--- Study material ---
=====

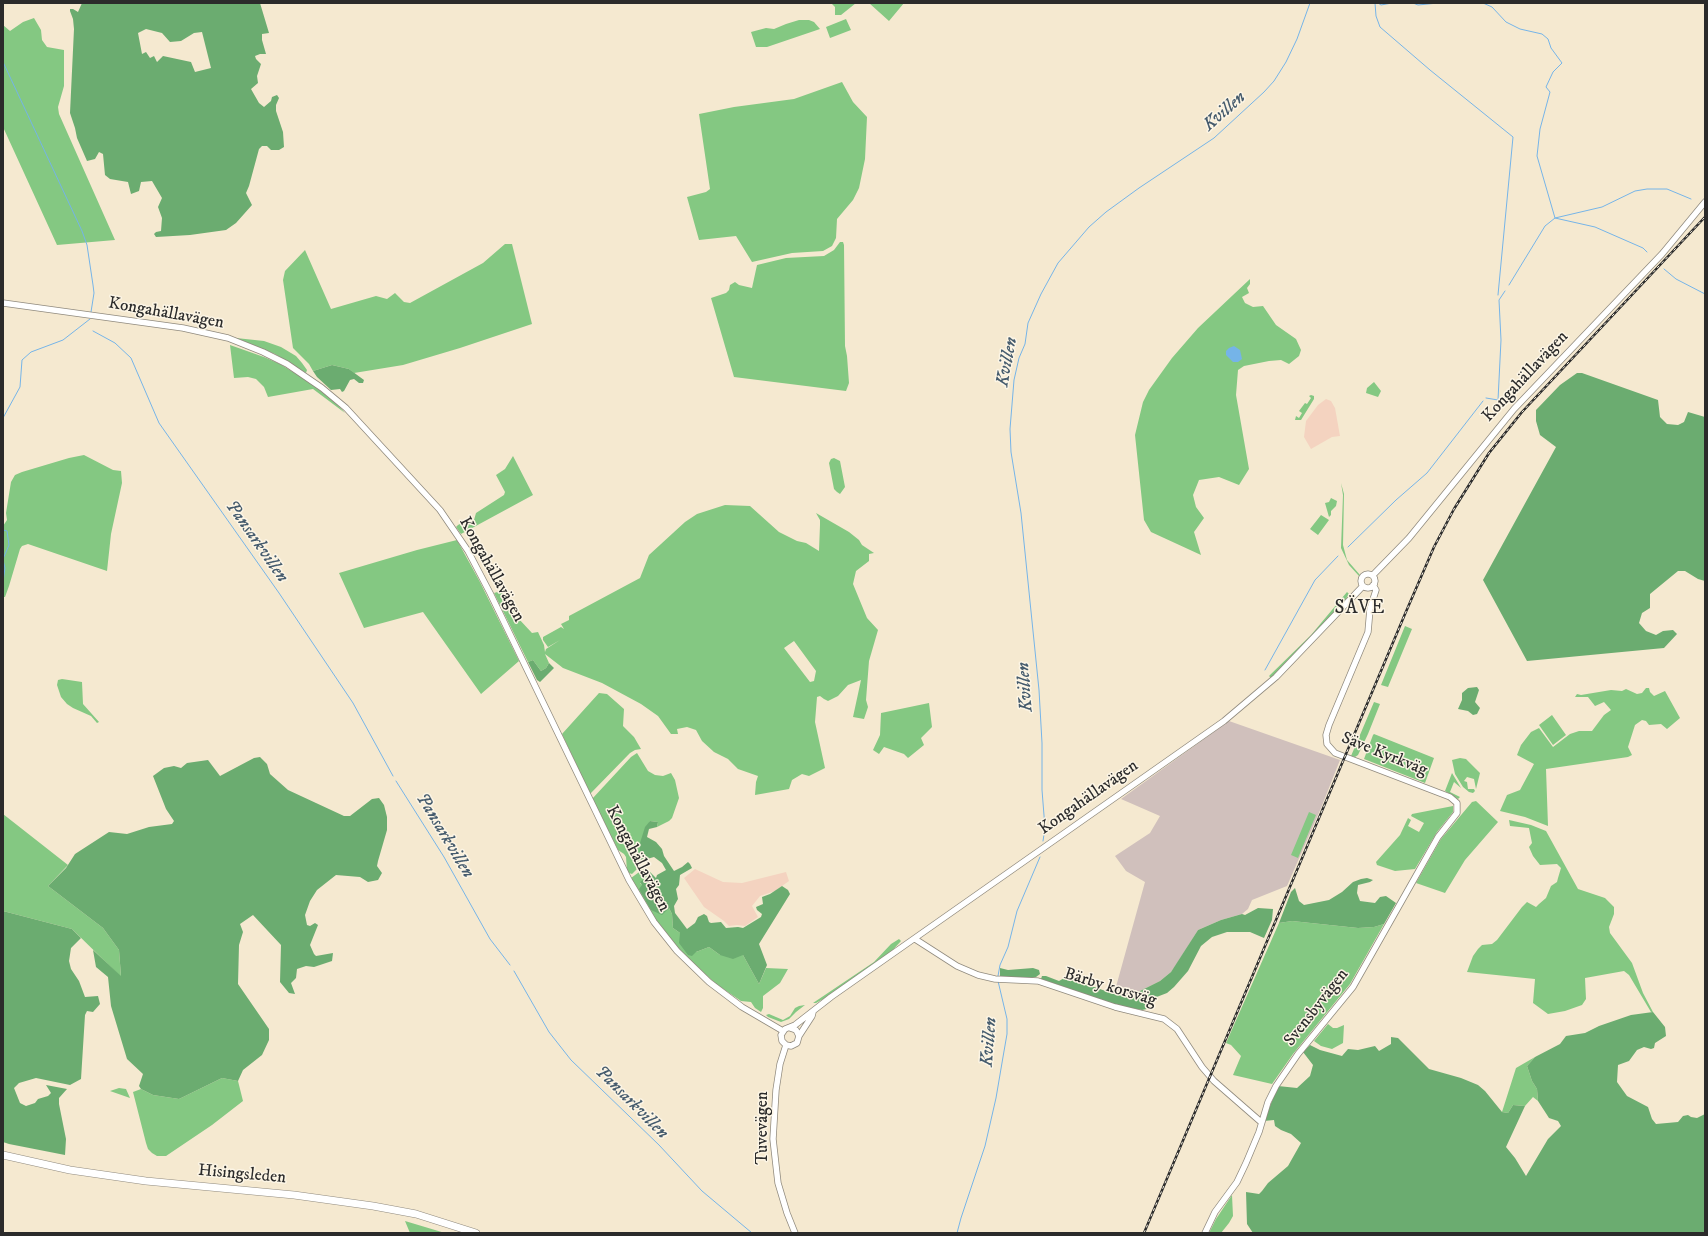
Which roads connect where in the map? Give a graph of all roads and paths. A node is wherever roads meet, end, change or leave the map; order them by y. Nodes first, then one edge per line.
1 (1705, 202) edge
2 (3, 303) edge
3 (1373, 576) junction
4 (1363, 586) junction
5 (1373, 586) junction
6 (1457, 803) joint
7 (915, 939) junction
8 (813, 1012) junction
9 (790, 1028) junction
10 (783, 1031) junction
11 (799, 1036) junction
12 (786, 1045) junction
13 (1261, 1122) junction
14 (3, 1155) edge
15 (476, 1233) edge
16 (795, 1233) edge
17 (1205, 1233) edge

1 - 3 street, Kongahällavägen
2 - 10 street, Kongahällavägen
3 - 4 street, Kongahällavägen
3 - 5 street
4 - 5 street
4 - 7 street, Kongahällavägen
5 - 6 street, Säve Kyrkväg
6 - 13 street, Svensbyvägen
7 - 8 street, Kongahällavägen
7 - 13 street, Bärby korsväg
8 - 9 street, Kongahällavägen
8 - 11 street, Kongahällavägen
9 - 10 street, Kongahällavägen
9 - 11 street
10 - 12 street
11 - 12 street, Kongahällavägen
12 - 16 street, Tuvevägen
13 - 17 street, Svensbyvägen
14 - 15 highway, Hisingsleden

=====

Could you repeat the data exactly, omitting its pictures?

Which roads connect where in the map? Give a graph of all roads and paths. A node is wherever roads meet, end, change or leave the map; order them by y. Nodes first, then one edge per line.
1 (1705, 202) edge
2 (3, 303) edge
3 (1373, 576) junction
4 (1363, 586) junction
5 (1373, 586) junction
6 (1457, 803) joint
7 (915, 939) junction
8 (813, 1012) junction
9 (790, 1028) junction
10 (783, 1031) junction
11 (799, 1036) junction
12 (786, 1045) junction
13 (1261, 1122) junction
14 (3, 1155) edge
15 (476, 1233) edge
16 (795, 1233) edge
17 (1205, 1233) edge

1 - 3 street, Kongahällavägen
2 - 10 street, Kongahällavägen
3 - 4 street, Kongahällavägen
3 - 5 street
4 - 5 street
4 - 7 street, Kongahällavägen
5 - 6 street, Säve Kyrkväg
6 - 13 street, Svensbyvägen
7 - 8 street, Kongahällavägen
7 - 13 street, Bärby korsväg
8 - 9 street, Kongahällavägen
8 - 11 street, Kongahällavägen
9 - 10 street, Kongahällavägen
9 - 11 street
10 - 12 street
11 - 12 street, Kongahällavägen
12 - 16 street, Tuvevägen
13 - 17 street, Svensbyvägen
14 - 15 highway, Hisingsleden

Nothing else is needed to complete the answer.